Normal forms for Hopf-Zero singularities with nonconservative nonlinear part

TL;DR

This paper computes the simplest normal forms and orbital normal forms for Hopf-Zero vector fields without a first integral, including parametric forms for perturbations, and discusses their symmetry groups.

Contribution

It introduces a method to compute normal forms for a specific family of Hopf-Zero vector fields without a first integral, expanding understanding of their structure.

Findings

Computed simplest normal forms for Hopf-Zero vector fields without first integral.

Derived parametric normal forms for non-degenerate perturbations.

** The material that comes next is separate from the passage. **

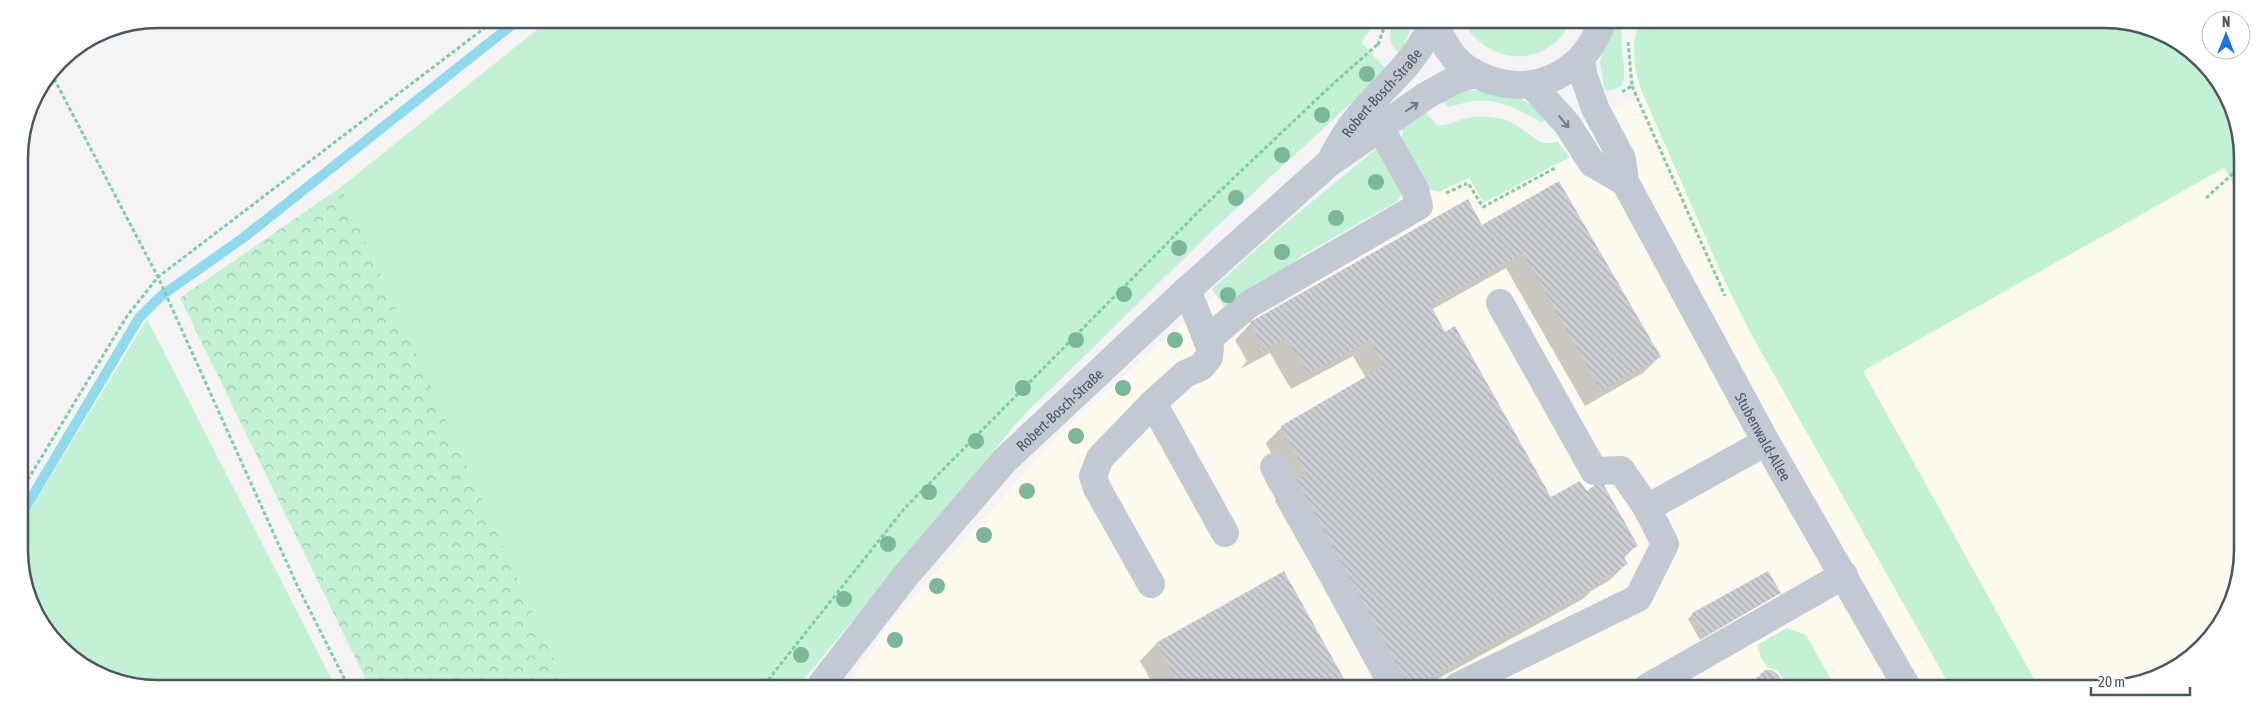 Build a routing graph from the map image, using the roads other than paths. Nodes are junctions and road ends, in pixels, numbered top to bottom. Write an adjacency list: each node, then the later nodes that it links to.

Analyzed symmetry groups of the normal forms.

Abstract

In this paper we are concerned with the simplest normal form computation of a family of Hopf-zero vector fields without a first integral. This family of vector fields are the classical normal forms of a larger family of vector fields with Hopf-Zero singularity. Indeed, these are defined such that this family would be a Lie subalgebra for the space of all classical normal form vector fields with Hopf-Zero singularity. The simplest normal forms and simplest orbital normal forms of this family with non-zero quadratic part are computed. We also obtain the simplest parametric normal form of any non-degenerate perturbation of this family within the Lie subalgebra. The symmetry group of the simplest normal forms are also discussed. This is a part of our results in decomposing the normal forms of Hopf-Zero singular systems into systems with a first integral and nonconservative systems.